Exercise goal:
For each line below that holds the string "South", add one to a tally; report that tally alone.

Stored items
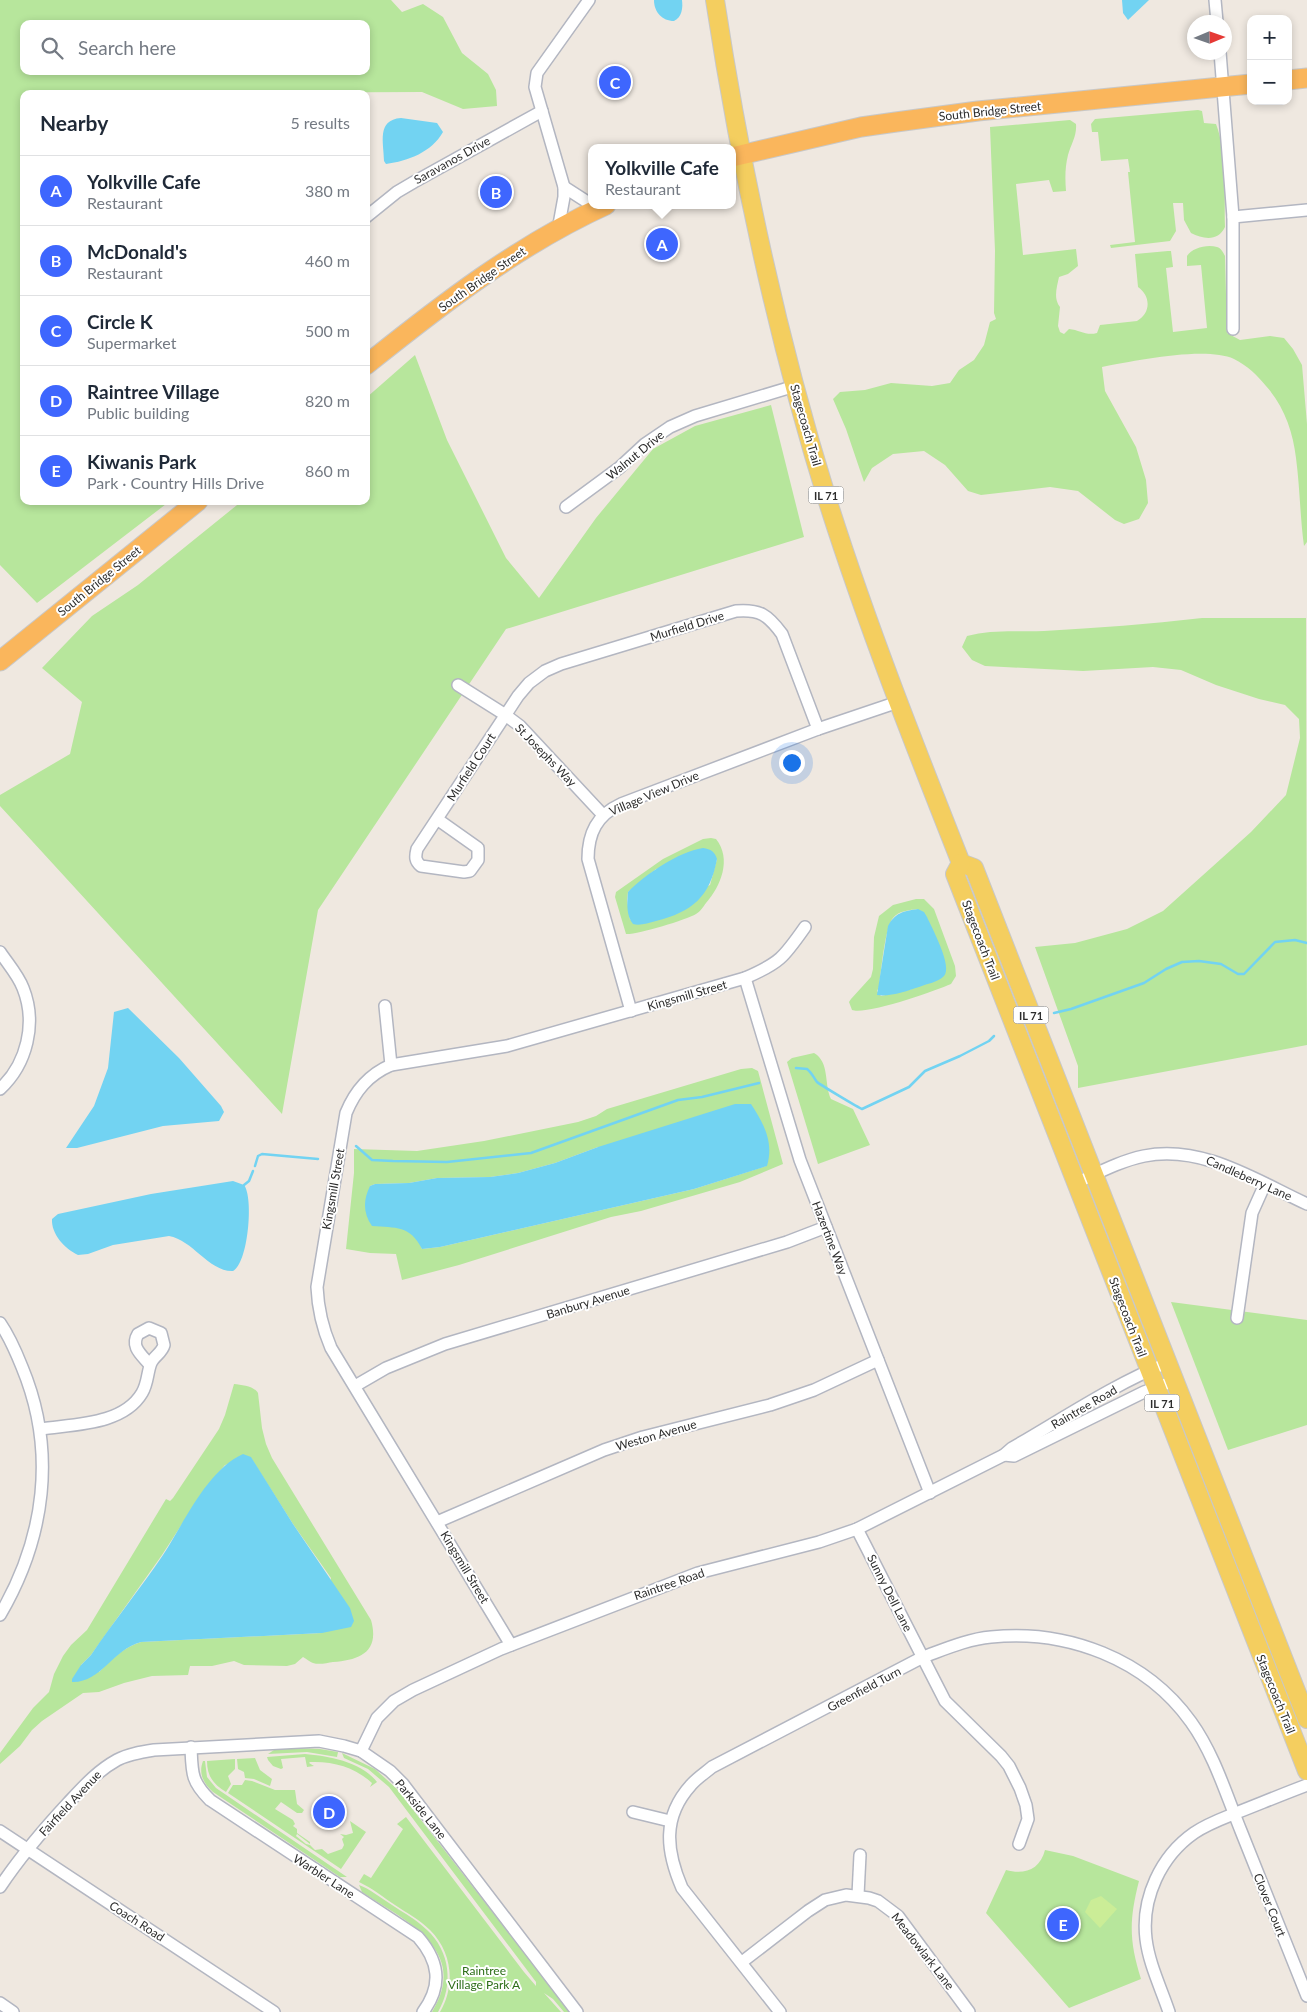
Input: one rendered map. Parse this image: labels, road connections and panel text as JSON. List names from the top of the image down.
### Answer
{
  "streets": {
    "highway": ["South Bridge Street"],
    "main road": ["Stagecoach Trail", "IL 71"],
    "street": [
      "Saravanos Drive",
      "Walnut Drive",
      "Murfield Drive",
      "St Josephs Way",
      "Murfield Court",
      "Village View Drive",
      "Kingsmill Street",
      "Candleberry Lane",
      "Hazertine Way",
      "Banbury Avenue",
      "Raintree Road",
      "Weston Avenue",
      "Sunny Dell Lane",
      "Greenfield Turn",
      "Fairfield Avenue",
      "Parkside Lane",
      "Warbler Lane",
      "Clover Court",
      "Coach Road",
      "Meadowlark Lane"
    ]
  },
  "crossings": [
    ["South Bridge Street", "Stagecoach Trail"],
    ["Stagecoach Trail", "Walnut Drive"],
    ["Stagecoach Trail", "Village View Drive"],
    ["Stagecoach Trail", "Candleberry Lane"],
    ["Stagecoach Trail", "Raintree Road"],
    ["Murfield Drive", "St Josephs Way"],
    ["Murfield Drive", "Murfield Court"],
    ["Murfield Drive", "Village View Drive"],
    ["St Josephs Way", "Murfield Court"],
    ["St Josephs Way", "Village View Drive"],
    ["Village View Drive", "Kingsmill Street"],
    ["Kingsmill Street", "Hazertine Way"],
    ["Kingsmill Street", "Banbury Avenue"],
    ["Kingsmill Street", "Raintree Road"],
    ["Kingsmill Street", "Weston Avenue"],
    ["Hazertine Way", "Banbury Avenue"],
    ["Hazertine Way", "Raintree Road"],
    ["Hazertine Way", "Weston Avenue"],
    ["Raintree Road", "Sunny Dell Lane"],
    ["Raintree Road", "Parkside Lane"],
    ["Sunny Dell Lane", "Greenfield Turn"],
    ["Greenfield Turn", "Clover Court"],
    ["Greenfield Turn", "Meadowlark Lane"],
    ["Fairfield Avenue", "Parkside Lane"],
    ["Fairfield Avenue", "Warbler Lane"],
    ["Fairfield Avenue", "Coach Road"],
    ["Parkside Lane", "Warbler Lane"]
  ],
  "parks": ["Raintree Village Park A"],
  "north": "right",
  "page": {
    "map_buttons": ["+", "−"],
    "search": "Search here",
    "pins": [
      "C",
      "B",
      "A",
      "D",
      "E"
    ],
    "heading": ["Nearby", "5 results"],
    "popup": ["Yolkville Cafe", "Restaurant"],
    "list": [
      {
        "mark": "A",
        "name": "Yolkville Cafe",
        "note": "Restaurant",
        "value": "380 m"
      },
      {
        "mark": "B",
        "name": "McDonald's",
        "note": "Restaurant",
        "value": "460 m"
      },
      {
        "mark": "C",
        "name": "Circle K",
        "note": "Supermarket",
        "value": "500 m"
      },
      {
        "mark": "D",
        "name": "Raintree Village",
        "note": "Public building",
        "value": "820 m"
      },
      {
        "mark": "E",
        "name": "Kiwanis Park",
        "note": "Park · Country Hills Drive",
        "value": "860 m"
      }
    ]
  }
}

Written response:
2